I also think it’s unfair to say that he didn’t care about the people that had been killed in his siblings’ quest to find him. He was unwilling to be found, and as such, put in place some safeguards to assure that he wouldn’t be found. The only reason his safety measures didn’t prevent Orpheus from telling his dad the location of his uncle was that Orpheus was family, and Destruction was unwilling to spill family blood. I mean, the Kindly Ones are no joke, y’know? Anyway, he didn’t want to be found. But I don’t think you can say that he didn’t care that people got hurt on the way to find him.
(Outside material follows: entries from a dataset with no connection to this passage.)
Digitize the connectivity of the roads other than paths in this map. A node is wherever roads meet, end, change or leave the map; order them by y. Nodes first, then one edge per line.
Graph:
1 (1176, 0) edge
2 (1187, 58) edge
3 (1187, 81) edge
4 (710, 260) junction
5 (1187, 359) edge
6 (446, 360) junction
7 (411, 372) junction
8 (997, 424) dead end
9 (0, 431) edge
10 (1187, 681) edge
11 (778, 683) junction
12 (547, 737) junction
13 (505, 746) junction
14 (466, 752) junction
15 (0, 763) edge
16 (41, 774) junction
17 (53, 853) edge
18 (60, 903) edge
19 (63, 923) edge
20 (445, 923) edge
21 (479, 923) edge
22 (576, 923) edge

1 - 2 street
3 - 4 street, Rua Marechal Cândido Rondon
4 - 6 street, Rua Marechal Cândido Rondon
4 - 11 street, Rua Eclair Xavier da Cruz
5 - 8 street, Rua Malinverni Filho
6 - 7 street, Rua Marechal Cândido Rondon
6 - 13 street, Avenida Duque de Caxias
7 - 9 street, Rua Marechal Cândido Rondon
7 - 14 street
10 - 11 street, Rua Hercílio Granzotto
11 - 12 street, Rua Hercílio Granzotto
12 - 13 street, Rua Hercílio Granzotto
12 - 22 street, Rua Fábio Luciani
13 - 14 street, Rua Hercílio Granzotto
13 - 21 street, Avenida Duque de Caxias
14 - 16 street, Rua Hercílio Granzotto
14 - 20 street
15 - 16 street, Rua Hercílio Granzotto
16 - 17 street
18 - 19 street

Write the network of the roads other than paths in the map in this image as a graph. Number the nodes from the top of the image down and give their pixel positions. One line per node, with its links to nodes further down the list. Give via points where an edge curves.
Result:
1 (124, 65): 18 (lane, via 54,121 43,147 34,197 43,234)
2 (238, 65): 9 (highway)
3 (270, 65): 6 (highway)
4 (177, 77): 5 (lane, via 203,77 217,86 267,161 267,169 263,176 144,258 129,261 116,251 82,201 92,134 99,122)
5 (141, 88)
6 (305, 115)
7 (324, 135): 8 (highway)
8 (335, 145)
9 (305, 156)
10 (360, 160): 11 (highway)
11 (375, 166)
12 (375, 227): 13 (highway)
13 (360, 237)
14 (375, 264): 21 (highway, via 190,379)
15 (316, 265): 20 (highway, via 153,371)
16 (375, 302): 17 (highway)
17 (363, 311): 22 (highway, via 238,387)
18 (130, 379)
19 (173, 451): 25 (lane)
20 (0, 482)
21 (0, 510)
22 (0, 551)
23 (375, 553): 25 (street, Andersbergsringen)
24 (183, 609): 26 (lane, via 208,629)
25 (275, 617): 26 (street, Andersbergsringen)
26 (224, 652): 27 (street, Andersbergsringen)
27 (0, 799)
In fact, I’m pretty sure that, had the seekers not been his family, his safety measures would have merely eliminated the questers, not everyone around them. Plus, y’know, he was in love with the dancing lady, so he’d have to be incredibly callous not to care that she died.

Anyway, in the end, you have to contrast Dream and Destruction. Destruction could have destroyed himself in the way Dream did, had he had the complete dedication to his duties that his older brother did. But Destruction had the gumption to just get up and leave while Dream, and this is what makes his story truly tragic, could not.

Well, you’re right about the bit where Destruction talks about the nukes – indeed, you and ConnieS have convinced me that he’s deeper than I thought. But still, I think he’s pretty selfish; he recognizes that the process of destruction is going to go on without him, but he still condemns to death anyone caught up in a search for him. Such indiscriminate death-dealing would be forgiveable if he thought that by hiding out he’d be preventing the holocaust at the end of man’s destiny – but he knows he isn’t, he’s just no longer got his hand on the tiller. Therefore, his hiding is only for his own benefit, not anyone else’s. As such, it’s not important enough to justify such blatant disregard for the people that ended up dead.

Also, I don’t think Dream escaped Destruction’s safeguards at all; they worked on him the same as they did anyone else. (Why did Delirium escape? I’m not sure, but maybe it’s because she had already been destroyed.)

–Cliffy

Wot – no mention of Beyond the Shores of Night?

Er, yes and no. I think the point was that while Dream would never consciously commit suicide or otherwise abandon his responsibilities, he had nevertheless (subconsciously, if you will) arranged things in such a way that he had no alternative, thus absolving him of the choice:

So while Dream didn’t direct Loki and Puck to set the Furies on him as such, by freeing Loki (and pointing out that Loki would thereby be beholden to him), he essentially manipulated Loki into doing it anyway, because it was in Loki’s nature to react in that way (as Odin points out later, and as Loki himself admits after frying Carla). And by giving Nuala her boon, he set himself up to get into trouble by leaving the Dreaming at a crucial time, because it was in his nature to obey the rules he himself had created (in this case, his promise to come to Nuala).

If you reread the whole series, Dream starts sowing the seeds of his own destruction from almost the beginning, setting tiny little chains of events in motion that eventually bring a causal avalance down on his own head, all the while never admitting to himself that that was what he was doing. This is, I think, the epitome of the sheer genius that is Gaiman’s magnum opus.